* AIM OF THE TASK *
Answer with a number only, giving how many lines in the data below include "Diagonal".

* STORED DATA *
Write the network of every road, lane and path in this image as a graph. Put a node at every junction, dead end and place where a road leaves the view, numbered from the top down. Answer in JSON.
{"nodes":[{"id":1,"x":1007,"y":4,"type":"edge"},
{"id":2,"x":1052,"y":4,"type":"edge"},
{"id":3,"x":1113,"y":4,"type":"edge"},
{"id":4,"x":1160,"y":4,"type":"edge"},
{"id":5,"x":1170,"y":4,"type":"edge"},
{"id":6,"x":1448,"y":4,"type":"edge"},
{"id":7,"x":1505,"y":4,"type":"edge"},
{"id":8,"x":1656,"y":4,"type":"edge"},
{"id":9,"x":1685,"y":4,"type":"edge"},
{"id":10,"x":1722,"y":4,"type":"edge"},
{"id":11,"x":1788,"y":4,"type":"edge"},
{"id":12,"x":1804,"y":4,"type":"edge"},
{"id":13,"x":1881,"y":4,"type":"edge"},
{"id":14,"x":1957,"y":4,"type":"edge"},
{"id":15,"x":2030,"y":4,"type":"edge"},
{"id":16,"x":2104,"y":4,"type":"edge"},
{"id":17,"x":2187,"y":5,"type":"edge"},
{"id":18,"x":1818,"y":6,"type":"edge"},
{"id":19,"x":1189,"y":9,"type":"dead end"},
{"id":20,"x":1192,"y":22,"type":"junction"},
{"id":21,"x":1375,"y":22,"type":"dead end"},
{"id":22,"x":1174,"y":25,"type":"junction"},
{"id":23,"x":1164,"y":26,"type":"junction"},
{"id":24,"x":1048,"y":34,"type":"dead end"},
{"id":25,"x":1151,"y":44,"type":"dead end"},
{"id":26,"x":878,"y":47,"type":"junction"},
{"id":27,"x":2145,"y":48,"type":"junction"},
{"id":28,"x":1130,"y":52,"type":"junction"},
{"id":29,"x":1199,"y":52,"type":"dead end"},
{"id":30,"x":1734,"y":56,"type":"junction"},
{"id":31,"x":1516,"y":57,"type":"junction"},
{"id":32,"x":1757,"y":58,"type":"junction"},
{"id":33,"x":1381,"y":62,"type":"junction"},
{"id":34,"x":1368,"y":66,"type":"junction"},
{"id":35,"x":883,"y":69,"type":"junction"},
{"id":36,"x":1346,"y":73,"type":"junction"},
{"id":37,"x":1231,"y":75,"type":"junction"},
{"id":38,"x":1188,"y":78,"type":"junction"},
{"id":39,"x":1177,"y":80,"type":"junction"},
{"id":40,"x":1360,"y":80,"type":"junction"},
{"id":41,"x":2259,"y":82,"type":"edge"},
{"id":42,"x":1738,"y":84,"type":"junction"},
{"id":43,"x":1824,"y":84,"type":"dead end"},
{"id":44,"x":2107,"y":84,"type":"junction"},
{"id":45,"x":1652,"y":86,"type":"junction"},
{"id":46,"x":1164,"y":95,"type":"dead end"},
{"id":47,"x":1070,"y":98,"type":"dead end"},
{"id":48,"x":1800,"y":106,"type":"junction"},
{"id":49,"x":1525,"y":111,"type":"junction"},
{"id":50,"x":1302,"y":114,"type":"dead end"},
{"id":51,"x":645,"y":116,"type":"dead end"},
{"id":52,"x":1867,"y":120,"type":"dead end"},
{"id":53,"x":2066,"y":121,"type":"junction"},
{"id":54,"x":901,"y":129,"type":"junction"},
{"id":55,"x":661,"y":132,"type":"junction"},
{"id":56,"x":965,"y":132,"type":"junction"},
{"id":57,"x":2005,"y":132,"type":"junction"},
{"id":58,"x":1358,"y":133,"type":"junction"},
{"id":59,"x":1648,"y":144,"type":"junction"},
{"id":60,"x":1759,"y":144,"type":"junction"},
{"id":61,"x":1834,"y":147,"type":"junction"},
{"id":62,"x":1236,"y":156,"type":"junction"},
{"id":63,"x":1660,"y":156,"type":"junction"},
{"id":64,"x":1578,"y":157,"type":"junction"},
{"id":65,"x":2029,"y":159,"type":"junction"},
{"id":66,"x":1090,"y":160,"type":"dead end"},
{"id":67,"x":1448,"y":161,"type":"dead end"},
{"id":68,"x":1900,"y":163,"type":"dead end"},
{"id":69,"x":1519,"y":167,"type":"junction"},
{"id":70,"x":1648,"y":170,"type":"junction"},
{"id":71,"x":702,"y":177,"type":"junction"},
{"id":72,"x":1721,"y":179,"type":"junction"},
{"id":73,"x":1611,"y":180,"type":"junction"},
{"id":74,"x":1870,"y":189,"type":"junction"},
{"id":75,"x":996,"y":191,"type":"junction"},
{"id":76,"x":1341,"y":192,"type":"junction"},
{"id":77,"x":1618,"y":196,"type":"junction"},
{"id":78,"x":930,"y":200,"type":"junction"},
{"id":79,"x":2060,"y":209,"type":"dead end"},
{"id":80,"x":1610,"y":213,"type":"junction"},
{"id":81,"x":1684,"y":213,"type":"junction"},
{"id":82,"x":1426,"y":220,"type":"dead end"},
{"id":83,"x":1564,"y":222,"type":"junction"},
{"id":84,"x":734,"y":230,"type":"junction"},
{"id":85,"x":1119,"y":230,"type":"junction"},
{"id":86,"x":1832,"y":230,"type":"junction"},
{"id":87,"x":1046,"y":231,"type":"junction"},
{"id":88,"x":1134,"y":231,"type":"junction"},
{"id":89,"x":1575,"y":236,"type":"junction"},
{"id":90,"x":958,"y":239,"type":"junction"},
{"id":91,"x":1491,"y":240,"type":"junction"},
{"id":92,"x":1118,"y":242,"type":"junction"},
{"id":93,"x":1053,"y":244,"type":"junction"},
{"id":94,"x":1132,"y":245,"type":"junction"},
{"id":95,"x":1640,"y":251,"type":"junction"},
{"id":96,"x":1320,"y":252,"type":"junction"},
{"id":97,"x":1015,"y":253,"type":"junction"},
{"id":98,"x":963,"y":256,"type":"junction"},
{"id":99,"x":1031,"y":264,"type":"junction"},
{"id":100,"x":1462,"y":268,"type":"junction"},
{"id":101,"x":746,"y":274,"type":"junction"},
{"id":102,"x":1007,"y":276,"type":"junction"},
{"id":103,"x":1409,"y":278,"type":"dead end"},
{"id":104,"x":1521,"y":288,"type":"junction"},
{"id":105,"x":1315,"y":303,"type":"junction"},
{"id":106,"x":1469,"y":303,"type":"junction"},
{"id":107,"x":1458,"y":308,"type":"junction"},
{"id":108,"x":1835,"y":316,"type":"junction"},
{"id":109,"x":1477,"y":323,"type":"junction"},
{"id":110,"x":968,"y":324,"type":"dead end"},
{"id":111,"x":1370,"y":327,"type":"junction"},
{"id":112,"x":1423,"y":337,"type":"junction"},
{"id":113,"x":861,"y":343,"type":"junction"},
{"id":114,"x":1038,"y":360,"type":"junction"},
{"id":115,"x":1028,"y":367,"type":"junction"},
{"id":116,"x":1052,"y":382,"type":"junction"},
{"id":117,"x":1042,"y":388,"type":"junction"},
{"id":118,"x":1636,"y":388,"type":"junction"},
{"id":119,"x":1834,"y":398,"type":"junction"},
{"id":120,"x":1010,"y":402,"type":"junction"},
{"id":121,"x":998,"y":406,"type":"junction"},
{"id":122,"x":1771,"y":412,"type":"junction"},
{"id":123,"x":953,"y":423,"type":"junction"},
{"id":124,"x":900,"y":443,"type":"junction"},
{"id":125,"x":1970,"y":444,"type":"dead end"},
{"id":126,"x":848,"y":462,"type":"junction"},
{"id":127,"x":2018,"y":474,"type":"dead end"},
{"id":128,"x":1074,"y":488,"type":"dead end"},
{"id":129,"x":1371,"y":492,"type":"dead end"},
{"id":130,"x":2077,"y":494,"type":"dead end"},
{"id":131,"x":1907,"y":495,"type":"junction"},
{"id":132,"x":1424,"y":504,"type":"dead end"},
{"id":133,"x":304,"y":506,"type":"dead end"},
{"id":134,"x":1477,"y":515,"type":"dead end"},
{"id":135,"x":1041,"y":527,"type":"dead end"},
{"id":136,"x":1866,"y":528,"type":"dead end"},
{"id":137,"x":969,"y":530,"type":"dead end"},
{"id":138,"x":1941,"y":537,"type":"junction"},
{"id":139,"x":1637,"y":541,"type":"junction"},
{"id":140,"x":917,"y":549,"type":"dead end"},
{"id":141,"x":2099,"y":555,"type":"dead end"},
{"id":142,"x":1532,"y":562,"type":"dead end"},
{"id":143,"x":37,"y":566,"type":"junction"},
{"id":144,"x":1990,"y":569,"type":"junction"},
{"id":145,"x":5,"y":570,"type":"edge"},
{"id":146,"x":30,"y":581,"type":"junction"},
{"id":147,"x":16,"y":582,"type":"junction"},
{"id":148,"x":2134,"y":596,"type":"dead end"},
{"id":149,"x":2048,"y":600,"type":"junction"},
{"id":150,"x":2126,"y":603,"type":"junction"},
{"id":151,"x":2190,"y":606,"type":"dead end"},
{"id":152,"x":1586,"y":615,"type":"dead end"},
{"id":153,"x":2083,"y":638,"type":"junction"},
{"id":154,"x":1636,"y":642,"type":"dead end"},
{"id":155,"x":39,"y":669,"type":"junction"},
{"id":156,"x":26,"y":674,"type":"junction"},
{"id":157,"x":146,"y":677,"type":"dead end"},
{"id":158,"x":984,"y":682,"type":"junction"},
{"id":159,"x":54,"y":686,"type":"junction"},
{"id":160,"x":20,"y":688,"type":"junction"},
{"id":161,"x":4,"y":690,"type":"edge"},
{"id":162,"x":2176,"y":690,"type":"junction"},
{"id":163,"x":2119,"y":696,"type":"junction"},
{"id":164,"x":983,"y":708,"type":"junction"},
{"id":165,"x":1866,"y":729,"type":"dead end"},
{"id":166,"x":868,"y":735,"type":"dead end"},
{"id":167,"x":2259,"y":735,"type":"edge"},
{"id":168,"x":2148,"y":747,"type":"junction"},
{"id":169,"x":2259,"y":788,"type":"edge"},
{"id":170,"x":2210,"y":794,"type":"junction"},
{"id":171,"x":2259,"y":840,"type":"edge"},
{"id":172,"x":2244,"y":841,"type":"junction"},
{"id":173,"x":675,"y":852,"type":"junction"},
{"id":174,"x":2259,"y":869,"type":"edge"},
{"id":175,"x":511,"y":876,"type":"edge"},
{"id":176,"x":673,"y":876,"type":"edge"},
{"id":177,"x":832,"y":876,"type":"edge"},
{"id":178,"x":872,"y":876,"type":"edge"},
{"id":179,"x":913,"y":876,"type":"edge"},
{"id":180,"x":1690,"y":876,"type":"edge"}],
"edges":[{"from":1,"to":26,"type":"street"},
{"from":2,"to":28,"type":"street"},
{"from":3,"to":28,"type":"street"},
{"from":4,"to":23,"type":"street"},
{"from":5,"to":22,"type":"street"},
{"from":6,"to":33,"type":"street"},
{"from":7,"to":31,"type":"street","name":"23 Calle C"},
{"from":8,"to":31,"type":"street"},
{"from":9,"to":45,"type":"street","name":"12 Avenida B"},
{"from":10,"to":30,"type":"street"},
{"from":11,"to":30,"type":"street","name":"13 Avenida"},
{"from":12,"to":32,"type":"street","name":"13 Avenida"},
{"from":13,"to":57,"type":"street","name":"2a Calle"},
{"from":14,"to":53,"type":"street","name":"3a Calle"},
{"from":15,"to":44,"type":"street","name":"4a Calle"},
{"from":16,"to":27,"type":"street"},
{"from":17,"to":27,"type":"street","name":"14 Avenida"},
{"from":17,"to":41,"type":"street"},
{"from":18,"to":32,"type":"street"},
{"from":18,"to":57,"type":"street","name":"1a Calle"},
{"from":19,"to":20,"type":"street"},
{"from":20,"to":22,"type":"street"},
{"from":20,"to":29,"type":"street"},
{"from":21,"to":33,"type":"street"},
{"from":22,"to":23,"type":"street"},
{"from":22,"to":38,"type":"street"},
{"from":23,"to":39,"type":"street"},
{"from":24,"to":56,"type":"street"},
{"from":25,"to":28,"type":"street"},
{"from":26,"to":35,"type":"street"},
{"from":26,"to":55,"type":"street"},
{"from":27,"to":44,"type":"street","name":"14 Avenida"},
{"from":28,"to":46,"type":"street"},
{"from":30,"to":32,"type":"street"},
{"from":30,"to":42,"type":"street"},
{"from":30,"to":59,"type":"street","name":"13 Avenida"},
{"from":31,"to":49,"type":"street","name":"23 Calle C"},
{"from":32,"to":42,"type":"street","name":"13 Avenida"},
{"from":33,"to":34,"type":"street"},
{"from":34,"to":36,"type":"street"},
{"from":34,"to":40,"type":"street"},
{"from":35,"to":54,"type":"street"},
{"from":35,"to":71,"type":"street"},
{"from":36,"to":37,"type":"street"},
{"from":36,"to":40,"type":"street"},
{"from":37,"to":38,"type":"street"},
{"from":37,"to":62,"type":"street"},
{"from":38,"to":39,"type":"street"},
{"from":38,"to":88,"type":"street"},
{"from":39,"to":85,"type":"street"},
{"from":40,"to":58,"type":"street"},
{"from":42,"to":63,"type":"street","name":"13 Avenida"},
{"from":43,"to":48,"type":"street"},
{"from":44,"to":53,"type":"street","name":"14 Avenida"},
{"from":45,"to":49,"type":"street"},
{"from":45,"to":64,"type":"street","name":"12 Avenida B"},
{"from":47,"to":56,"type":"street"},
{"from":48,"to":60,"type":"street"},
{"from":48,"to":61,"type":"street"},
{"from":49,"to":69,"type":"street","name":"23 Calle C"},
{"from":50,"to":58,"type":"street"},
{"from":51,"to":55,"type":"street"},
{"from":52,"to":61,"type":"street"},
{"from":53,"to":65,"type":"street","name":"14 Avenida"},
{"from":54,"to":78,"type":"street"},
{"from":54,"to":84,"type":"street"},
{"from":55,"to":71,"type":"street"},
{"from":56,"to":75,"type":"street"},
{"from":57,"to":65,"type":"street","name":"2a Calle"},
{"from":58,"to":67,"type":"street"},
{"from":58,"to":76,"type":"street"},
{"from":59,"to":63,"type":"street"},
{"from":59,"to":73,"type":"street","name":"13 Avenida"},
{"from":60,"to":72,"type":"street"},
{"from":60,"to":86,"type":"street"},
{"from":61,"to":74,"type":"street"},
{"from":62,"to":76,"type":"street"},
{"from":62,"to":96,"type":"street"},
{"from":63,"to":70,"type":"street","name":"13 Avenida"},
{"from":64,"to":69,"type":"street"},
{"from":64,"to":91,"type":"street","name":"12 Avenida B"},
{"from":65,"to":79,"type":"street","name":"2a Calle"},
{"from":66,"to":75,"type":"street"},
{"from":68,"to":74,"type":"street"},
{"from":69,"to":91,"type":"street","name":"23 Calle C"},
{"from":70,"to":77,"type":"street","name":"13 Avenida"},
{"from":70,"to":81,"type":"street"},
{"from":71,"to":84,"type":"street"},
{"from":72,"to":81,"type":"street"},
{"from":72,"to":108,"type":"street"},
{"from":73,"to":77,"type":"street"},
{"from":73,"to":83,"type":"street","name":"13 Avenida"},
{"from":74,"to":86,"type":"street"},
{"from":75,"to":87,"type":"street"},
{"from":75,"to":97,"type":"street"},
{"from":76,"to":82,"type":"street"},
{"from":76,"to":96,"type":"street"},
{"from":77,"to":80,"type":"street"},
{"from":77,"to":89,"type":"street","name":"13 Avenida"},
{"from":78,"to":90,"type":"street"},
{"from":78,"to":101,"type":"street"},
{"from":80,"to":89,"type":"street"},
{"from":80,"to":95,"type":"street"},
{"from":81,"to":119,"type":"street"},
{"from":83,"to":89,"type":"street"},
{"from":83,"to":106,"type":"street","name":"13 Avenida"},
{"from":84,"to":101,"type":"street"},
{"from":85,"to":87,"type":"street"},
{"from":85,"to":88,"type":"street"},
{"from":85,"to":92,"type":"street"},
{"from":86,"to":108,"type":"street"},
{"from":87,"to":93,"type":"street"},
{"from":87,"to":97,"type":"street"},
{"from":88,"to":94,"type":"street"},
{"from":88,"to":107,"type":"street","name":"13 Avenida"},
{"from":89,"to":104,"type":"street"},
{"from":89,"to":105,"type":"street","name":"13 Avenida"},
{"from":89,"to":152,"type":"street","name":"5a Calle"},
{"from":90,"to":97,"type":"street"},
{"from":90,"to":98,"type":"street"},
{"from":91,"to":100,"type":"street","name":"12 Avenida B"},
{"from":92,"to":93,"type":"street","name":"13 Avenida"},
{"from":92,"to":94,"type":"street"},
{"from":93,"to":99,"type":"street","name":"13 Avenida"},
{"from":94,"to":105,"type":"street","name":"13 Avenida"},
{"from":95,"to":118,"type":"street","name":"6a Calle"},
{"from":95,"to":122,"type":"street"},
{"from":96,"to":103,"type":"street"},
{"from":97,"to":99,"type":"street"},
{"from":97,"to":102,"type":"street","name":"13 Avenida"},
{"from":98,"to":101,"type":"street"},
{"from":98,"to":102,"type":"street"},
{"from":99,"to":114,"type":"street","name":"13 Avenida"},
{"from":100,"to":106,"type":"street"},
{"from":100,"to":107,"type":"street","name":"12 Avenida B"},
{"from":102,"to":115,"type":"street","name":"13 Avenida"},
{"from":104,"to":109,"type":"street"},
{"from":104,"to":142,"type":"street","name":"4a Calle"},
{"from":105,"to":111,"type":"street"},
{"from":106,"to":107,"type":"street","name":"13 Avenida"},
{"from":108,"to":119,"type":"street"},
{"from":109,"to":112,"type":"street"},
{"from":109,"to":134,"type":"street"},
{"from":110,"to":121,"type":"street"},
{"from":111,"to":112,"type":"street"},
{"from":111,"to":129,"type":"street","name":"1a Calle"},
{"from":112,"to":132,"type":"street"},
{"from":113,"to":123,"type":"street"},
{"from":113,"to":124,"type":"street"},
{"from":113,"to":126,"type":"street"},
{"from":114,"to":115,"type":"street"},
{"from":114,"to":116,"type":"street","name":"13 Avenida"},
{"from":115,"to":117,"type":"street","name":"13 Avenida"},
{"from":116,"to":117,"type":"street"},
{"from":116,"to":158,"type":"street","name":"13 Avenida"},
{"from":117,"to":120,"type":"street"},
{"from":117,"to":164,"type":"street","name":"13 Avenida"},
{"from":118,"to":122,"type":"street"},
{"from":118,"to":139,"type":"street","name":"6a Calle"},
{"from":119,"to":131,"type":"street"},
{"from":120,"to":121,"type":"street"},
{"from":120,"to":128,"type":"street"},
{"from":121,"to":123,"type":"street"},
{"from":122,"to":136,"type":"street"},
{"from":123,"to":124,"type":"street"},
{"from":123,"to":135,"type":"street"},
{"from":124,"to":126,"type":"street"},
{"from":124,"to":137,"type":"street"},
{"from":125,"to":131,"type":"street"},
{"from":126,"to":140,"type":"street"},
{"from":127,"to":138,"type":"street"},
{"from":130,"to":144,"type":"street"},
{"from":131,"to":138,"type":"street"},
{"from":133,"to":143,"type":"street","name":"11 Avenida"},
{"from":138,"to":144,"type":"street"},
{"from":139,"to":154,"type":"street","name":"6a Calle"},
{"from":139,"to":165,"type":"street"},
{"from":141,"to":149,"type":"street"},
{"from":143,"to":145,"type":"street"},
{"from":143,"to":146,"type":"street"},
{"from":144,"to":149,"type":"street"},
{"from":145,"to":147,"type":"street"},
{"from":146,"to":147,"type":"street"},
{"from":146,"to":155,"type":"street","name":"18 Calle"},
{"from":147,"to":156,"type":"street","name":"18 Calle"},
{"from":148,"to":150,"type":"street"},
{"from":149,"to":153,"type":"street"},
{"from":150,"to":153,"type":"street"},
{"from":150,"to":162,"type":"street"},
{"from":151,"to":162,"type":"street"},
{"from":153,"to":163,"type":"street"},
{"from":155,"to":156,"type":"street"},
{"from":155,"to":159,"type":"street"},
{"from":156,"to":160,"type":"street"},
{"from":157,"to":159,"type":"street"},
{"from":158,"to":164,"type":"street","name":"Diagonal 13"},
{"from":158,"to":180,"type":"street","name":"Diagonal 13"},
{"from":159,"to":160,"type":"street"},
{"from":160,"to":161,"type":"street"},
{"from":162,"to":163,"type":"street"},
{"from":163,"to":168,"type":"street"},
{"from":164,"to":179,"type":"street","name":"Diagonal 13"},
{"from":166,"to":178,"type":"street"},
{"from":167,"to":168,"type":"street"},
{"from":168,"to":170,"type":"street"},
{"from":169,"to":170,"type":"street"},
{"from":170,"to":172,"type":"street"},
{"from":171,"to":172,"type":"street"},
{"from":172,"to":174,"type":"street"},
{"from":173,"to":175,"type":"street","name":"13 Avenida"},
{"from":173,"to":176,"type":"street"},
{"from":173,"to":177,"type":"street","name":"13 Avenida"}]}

* SOLVED PROBLEM *
3